:: EXTRACTED RECORDS ::
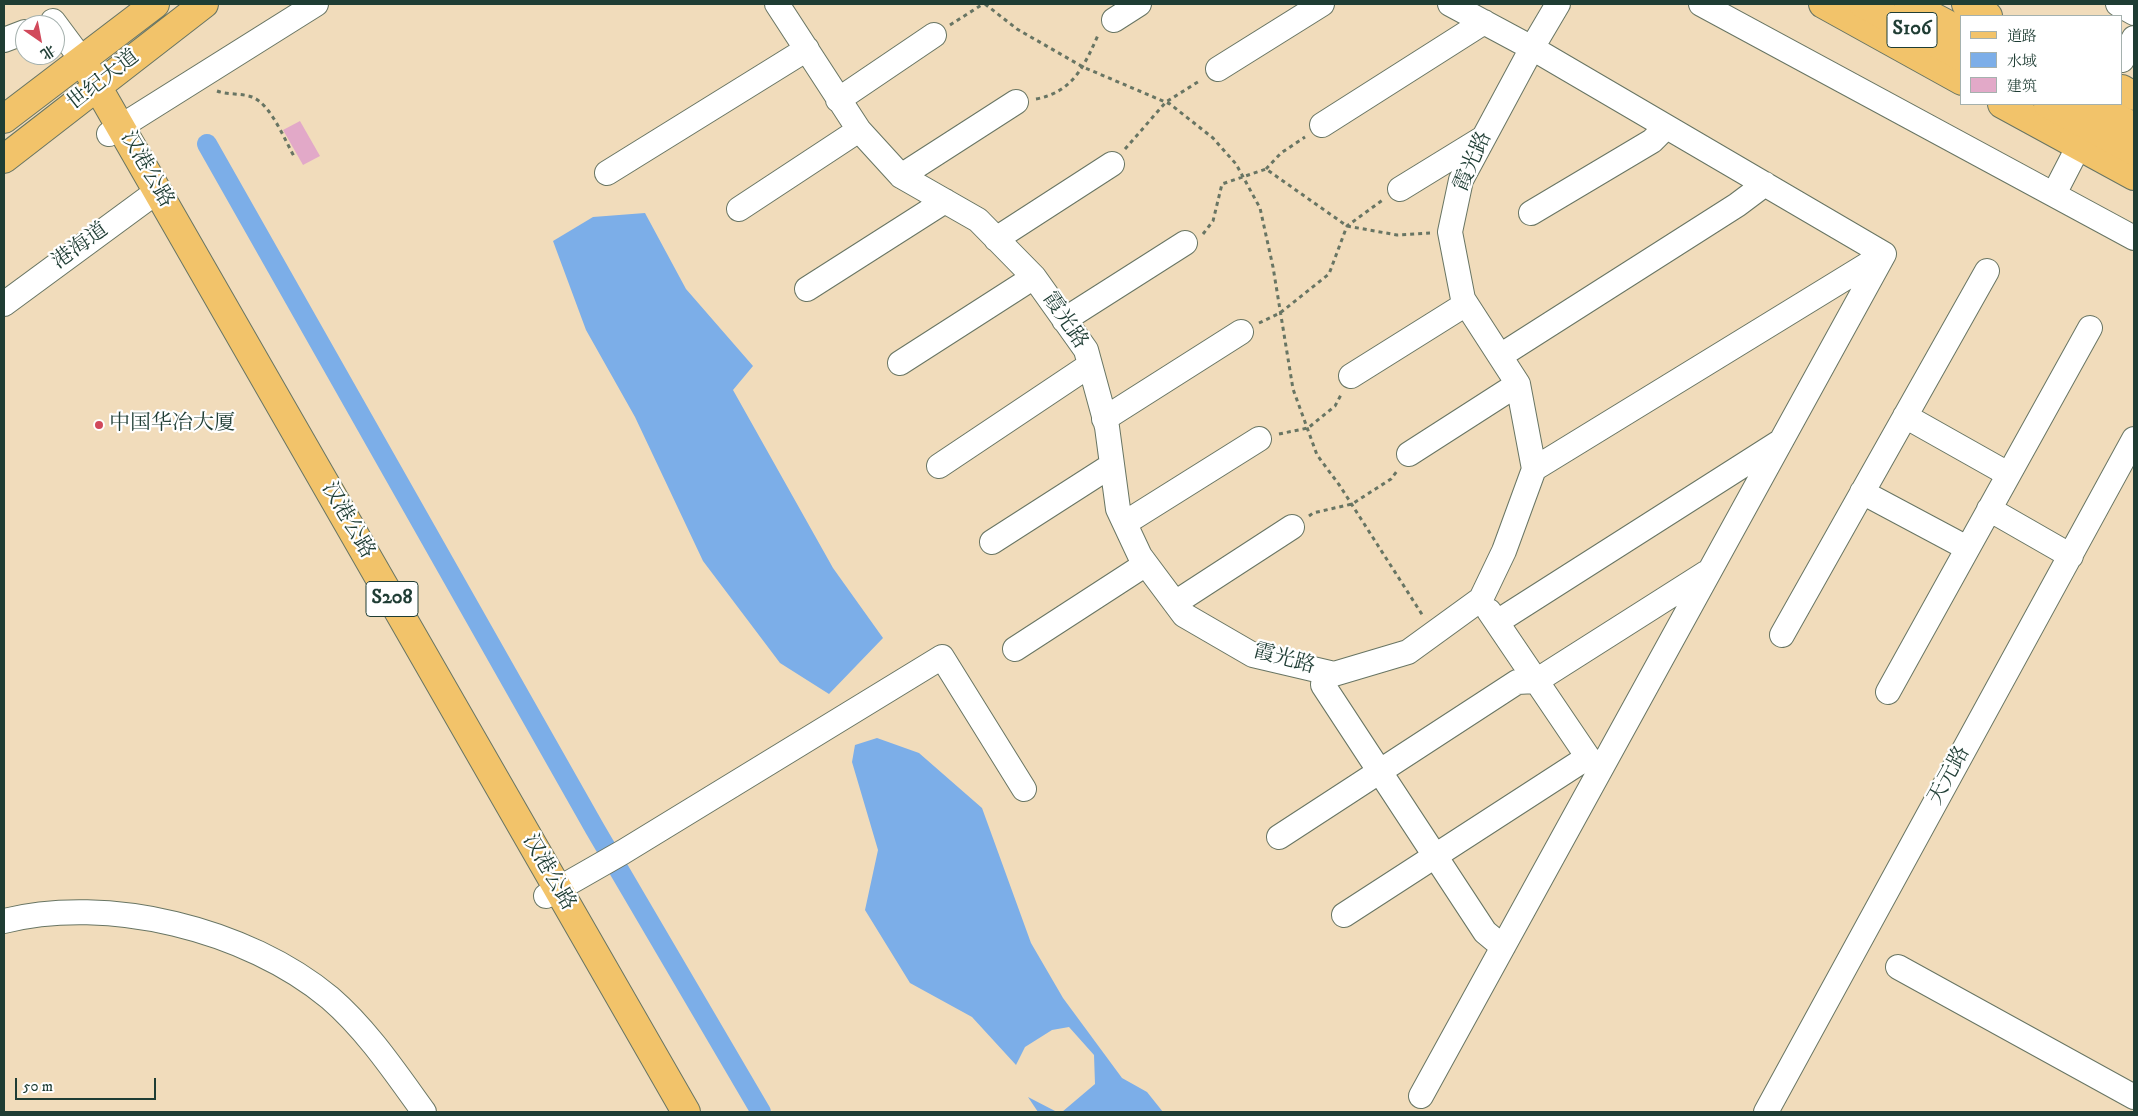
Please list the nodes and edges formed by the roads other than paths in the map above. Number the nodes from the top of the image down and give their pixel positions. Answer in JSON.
{"nodes":[{"id":1,"x":155,"y":4,"type":"edge"},
{"id":2,"x":204,"y":4,"type":"edge"},
{"id":3,"x":316,"y":4,"type":"edge"},
{"id":4,"x":777,"y":4,"type":"edge"},
{"id":5,"x":1140,"y":4,"type":"edge"},
{"id":6,"x":1322,"y":4,"type":"edge"},
{"id":7,"x":1450,"y":4,"type":"edge"},
{"id":8,"x":1558,"y":4,"type":"edge"},
{"id":9,"x":1701,"y":4,"type":"edge"},
{"id":10,"x":1823,"y":4,"type":"edge"},
{"id":11,"x":1863,"y":4,"type":"edge"},
{"id":12,"x":1909,"y":4,"type":"edge"},
{"id":13,"x":1966,"y":4,"type":"edge"},
{"id":14,"x":2118,"y":4,"type":"edge"},
{"id":15,"x":2134,"y":12,"type":"edge"},
{"id":16,"x":1986,"y":15,"type":"edge"},
{"id":17,"x":1114,"y":20,"type":"road end"},
{"id":18,"x":1484,"y":22,"type":"junction"},
{"id":19,"x":1960,"y":31,"type":"edge"},
{"id":20,"x":934,"y":35,"type":"road end"},
{"id":21,"x":2134,"y":38,"type":"edge"},
{"id":22,"x":65,"y":45,"type":"edge"},
{"id":23,"x":1532,"y":48,"type":"junction"},
{"id":24,"x":807,"y":49,"type":"junction"},
{"id":25,"x":1960,"y":56,"type":"edge"},
{"id":26,"x":2123,"y":58,"type":"edge"},
{"id":27,"x":77,"y":65,"type":"junction"},
{"id":28,"x":1218,"y":69,"type":"road end"},
{"id":29,"x":1960,"y":80,"type":"edge"},
{"id":30,"x":2123,"y":90,"type":"edge"},
{"id":31,"x":92,"y":91,"type":"junction"},
{"id":32,"x":2134,"y":96,"type":"edge"},
{"id":33,"x":838,"y":100,"type":"junction"},
{"id":34,"x":1016,"y":102,"type":"road end"},
{"id":35,"x":2009,"y":105,"type":"edge"},
{"id":36,"x":2051,"y":105,"type":"edge"},
{"id":37,"x":2090,"y":117,"type":"edge"},
{"id":38,"x":4,"y":119,"type":"edge"},
{"id":39,"x":1322,"y":125,"type":"road end"},
{"id":40,"x":1666,"y":127,"type":"junction"},
{"id":41,"x":2134,"y":127,"type":"edge"},
{"id":42,"x":859,"y":130,"type":"junction"},
{"id":43,"x":115,"y":131,"type":"junction"},
{"id":44,"x":1485,"y":137,"type":"junction"},
{"id":45,"x":2134,"y":151,"type":"edge"},
{"id":46,"x":4,"y":159,"type":"edge"},
{"id":47,"x":1112,"y":164,"type":"road end"},
{"id":48,"x":607,"y":173,"type":"dead end"},
{"id":49,"x":901,"y":176,"type":"junction"},
{"id":50,"x":2134,"y":176,"type":"edge"},
{"id":51,"x":1765,"y":184,"type":"junction"},
{"id":52,"x":1400,"y":189,"type":"road end"},
{"id":53,"x":2054,"y":194,"type":"junction"},
{"id":54,"x":153,"y":195,"type":"junction"},
{"id":55,"x":946,"y":202,"type":"junction"},
{"id":56,"x":739,"y":209,"type":"dead end"},
{"id":57,"x":1531,"y":213,"type":"dead end"},
{"id":58,"x":2134,"y":238,"type":"edge"},
{"id":59,"x":996,"y":239,"type":"junction"},
{"id":60,"x":1184,"y":243,"type":"road end"},
{"id":61,"x":1884,"y":254,"type":"junction"},
{"id":62,"x":1987,"y":271,"type":"dead end"},
{"id":63,"x":1034,"y":276,"type":"junction"},
{"id":64,"x":808,"y":289,"type":"dead end"},
{"id":65,"x":4,"y":304,"type":"edge"},
{"id":66,"x":1466,"y":304,"type":"junction"},
{"id":67,"x":1064,"y":320,"type":"junction"},
{"id":68,"x":2090,"y":328,"type":"dead end"},
{"id":69,"x":1241,"y":332,"type":"road end"},
{"id":70,"x":1500,"y":356,"type":"junction"},
{"id":71,"x":900,"y":364,"type":"dead end"},
{"id":72,"x":1090,"y":365,"type":"junction"},
{"id":73,"x":1351,"y":376,"type":"road end"},
{"id":74,"x":1518,"y":384,"type":"junction"},
{"id":75,"x":1906,"y":416,"type":"junction"},
{"id":76,"x":1104,"y":419,"type":"junction"},
{"id":77,"x":1259,"y":439,"type":"road end"},
{"id":78,"x":2134,"y":439,"type":"edge"},
{"id":79,"x":1781,"y":442,"type":"junction"},
{"id":80,"x":1409,"y":454,"type":"road end"},
{"id":81,"x":1112,"y":465,"type":"junction"},
{"id":82,"x":939,"y":466,"type":"dead end"},
{"id":83,"x":1534,"y":469,"type":"junction"},
{"id":84,"x":2008,"y":474,"type":"junction"},
{"id":85,"x":1862,"y":492,"type":"junction"},
{"id":86,"x":1989,"y":509,"type":"junction"},
{"id":87,"x":1125,"y":523,"type":"junction"},
{"id":88,"x":1292,"y":527,"type":"road end"},
{"id":89,"x":992,"y":542,"type":"dead end"},
{"id":90,"x":1967,"y":548,"type":"junction"},
{"id":91,"x":2071,"y":556,"type":"junction"},
{"id":92,"x":1146,"y":564,"type":"junction"},
{"id":93,"x":1708,"y":572,"type":"junction"},
{"id":94,"x":1481,"y":599,"type":"junction"},
{"id":95,"x":1175,"y":603,"type":"junction"},
{"id":96,"x":1497,"y":622,"type":"junction"},
{"id":97,"x":1782,"y":635,"type":"dead end"},
{"id":98,"x":1015,"y":649,"type":"dead end"},
{"id":99,"x":1324,"y":672,"type":"junction"},
{"id":100,"x":1536,"y":681,"type":"junction"},
{"id":101,"x":1888,"y":692,"type":"dead end"},
{"id":102,"x":1593,"y":765,"type":"junction"},
{"id":103,"x":1379,"y":772,"type":"junction"},
{"id":104,"x":1024,"y":789,"type":"dead end"},
{"id":105,"x":1279,"y":837,"type":"dead end"},
{"id":106,"x":1436,"y":857,"type":"junction"},
{"id":107,"x":551,"y":892,"type":"junction"},
{"id":108,"x":1344,"y":915,"type":"dead end"},
{"id":109,"x":4,"y":921,"type":"edge"},
{"id":110,"x":1503,"y":947,"type":"junction"},
{"id":111,"x":1898,"y":967,"type":"dead end"},
{"id":112,"x":1421,"y":1096,"type":"dead end"},
{"id":113,"x":2134,"y":1097,"type":"edge"},
{"id":114,"x":424,"y":1112,"type":"edge"},
{"id":115,"x":670,"y":1112,"type":"edge"},
{"id":116,"x":686,"y":1112,"type":"edge"},
{"id":117,"x":1766,"y":1112,"type":"edge"}],
"edges":[{"from":1,"to":27,"type":"main road","name":"世纪大道"},
{"from":2,"to":31,"type":"main road","name":"世纪大道"},
{"from":3,"to":43,"type":"street"},
{"from":4,"to":24,"type":"street","name":"霞光路"},
{"from":5,"to":17,"type":"street"},
{"from":6,"to":28,"type":"street"},
{"from":7,"to":18,"type":"street"},
{"from":8,"to":23,"type":"street","name":"霞光路"},
{"from":9,"to":53,"type":"street"},
{"from":10,"to":29,"type":"main road"},
{"from":11,"to":25,"type":"main road","number":"S106"},
{"from":12,"to":19,"type":"main road","number":"S106"},
{"from":13,"to":16,"type":"main road"},
{"from":14,"to":15,"type":"street"},
{"from":18,"to":23,"type":"street"},
{"from":18,"to":39,"type":"street"},
{"from":20,"to":33,"type":"street"},
{"from":21,"to":26,"type":"street"},
{"from":22,"to":27,"type":"street"},
{"from":23,"to":40,"type":"street"},
{"from":23,"to":44,"type":"street","name":"霞光路"},
{"from":24,"to":33,"type":"street","name":"霞光路"},
{"from":24,"to":48,"type":"street"},
{"from":27,"to":31,"type":"main road","name":"汉港公路","number":"S208"},
{"from":27,"to":38,"type":"main road","name":"世纪大道"},
{"from":30,"to":32,"type":"main road"},
{"from":31,"to":43,"type":"main road","name":"汉港公路","number":"S208"},
{"from":31,"to":46,"type":"main road","name":"世纪大道"},
{"from":33,"to":42,"type":"street","name":"霞光路"},
{"from":34,"to":49,"type":"street"},
{"from":35,"to":37,"type":"main road"},
{"from":36,"to":37,"type":"main road"},
{"from":37,"to":41,"type":"main road"},
{"from":37,"to":45,"type":"main road"},
{"from":37,"to":50,"type":"main road"},
{"from":37,"to":53,"type":"street"},
{"from":40,"to":51,"type":"street"},
{"from":40,"to":57,"type":"street"},
{"from":42,"to":49,"type":"street","name":"霞光路"},
{"from":42,"to":56,"type":"street"},
{"from":43,"to":54,"type":"main road","name":"汉港公路","number":"S208"},
{"from":44,"to":52,"type":"street"},
{"from":44,"to":66,"type":"street","name":"霞光路"},
{"from":47,"to":59,"type":"street"},
{"from":49,"to":55,"type":"street","name":"霞光路"},
{"from":51,"to":61,"type":"street"},
{"from":51,"to":70,"type":"street"},
{"from":53,"to":58,"type":"street"},
{"from":54,"to":65,"type":"street","name":"港海道"},
{"from":54,"to":107,"type":"main road","name":"汉港公路","number":"S208"},
{"from":55,"to":59,"type":"street","name":"霞光路"},
{"from":55,"to":64,"type":"street"},
{"from":59,"to":63,"type":"street","name":"霞光路"},
{"from":60,"to":67,"type":"street"},
{"from":61,"to":79,"type":"street"},
{"from":61,"to":83,"type":"street"},
{"from":62,"to":75,"type":"street"},
{"from":63,"to":67,"type":"street","name":"霞光路"},
{"from":63,"to":71,"type":"street"},
{"from":66,"to":70,"type":"street","name":"霞光路"},
{"from":66,"to":73,"type":"street"},
{"from":67,"to":72,"type":"street","name":"霞光路"},
{"from":68,"to":84,"type":"street"},
{"from":69,"to":76,"type":"street"},
{"from":70,"to":74,"type":"street","name":"霞光路"},
{"from":72,"to":76,"type":"street","name":"霞光路"},
{"from":72,"to":82,"type":"street"},
{"from":74,"to":80,"type":"street"},
{"from":74,"to":83,"type":"street","name":"霞光路"},
{"from":75,"to":84,"type":"street"},
{"from":75,"to":85,"type":"street"},
{"from":76,"to":81,"type":"street","name":"霞光路"},
{"from":77,"to":87,"type":"street"},
{"from":78,"to":91,"type":"street","name":"天元路"},
{"from":79,"to":93,"type":"street"},
{"from":79,"to":96,"type":"street"},
{"from":81,"to":87,"type":"street","name":"霞光路"},
{"from":81,"to":89,"type":"street"},
{"from":83,"to":94,"type":"street","name":"霞光路"},
{"from":84,"to":86,"type":"street"},
{"from":85,"to":90,"type":"street"},
{"from":85,"to":97,"type":"street"},
{"from":86,"to":90,"type":"street"},
{"from":86,"to":91,"type":"street"},
{"from":87,"to":92,"type":"street","name":"霞光路"},
{"from":88,"to":95,"type":"street"},
{"from":90,"to":101,"type":"street"},
{"from":91,"to":117,"type":"street","name":"天元路"},
{"from":92,"to":95,"type":"street","name":"霞光路"},
{"from":92,"to":98,"type":"street"},
{"from":93,"to":100,"type":"street"},
{"from":93,"to":102,"type":"street"},
{"from":94,"to":96,"type":"street"},
{"from":94,"to":99,"type":"street","name":"霞光路"},
{"from":95,"to":99,"type":"street","name":"霞光路"},
{"from":96,"to":100,"type":"street"},
{"from":99,"to":103,"type":"street"},
{"from":100,"to":102,"type":"street"},
{"from":100,"to":103,"type":"street"},
{"from":102,"to":106,"type":"street"},
{"from":102,"to":110,"type":"street"},
{"from":103,"to":105,"type":"street"},
{"from":103,"to":106,"type":"street"},
{"from":104,"to":107,"type":"street"},
{"from":106,"to":108,"type":"street"},
{"from":106,"to":110,"type":"street"},
{"from":107,"to":115,"type":"main road","name":"汉港公路"},
{"from":107,"to":116,"type":"main road","name":"汉港公路","number":"S208"},
{"from":109,"to":114,"type":"street"},
{"from":110,"to":112,"type":"street"},
{"from":111,"to":113,"type":"street"}]}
:::
DESCRIPTION OF THE TASK> A copy of each line above that holds the word "nodes" is the expected answer.

ANSWER TO THIS PROBLEM>
Please list the nodes and edges formed by the roads other than paths in the map above. Number the nodes from the top of the image down and give their pixel positions. Answer in JSON.
{"nodes":[{"id":1,"x":155,"y":4,"type":"edge"},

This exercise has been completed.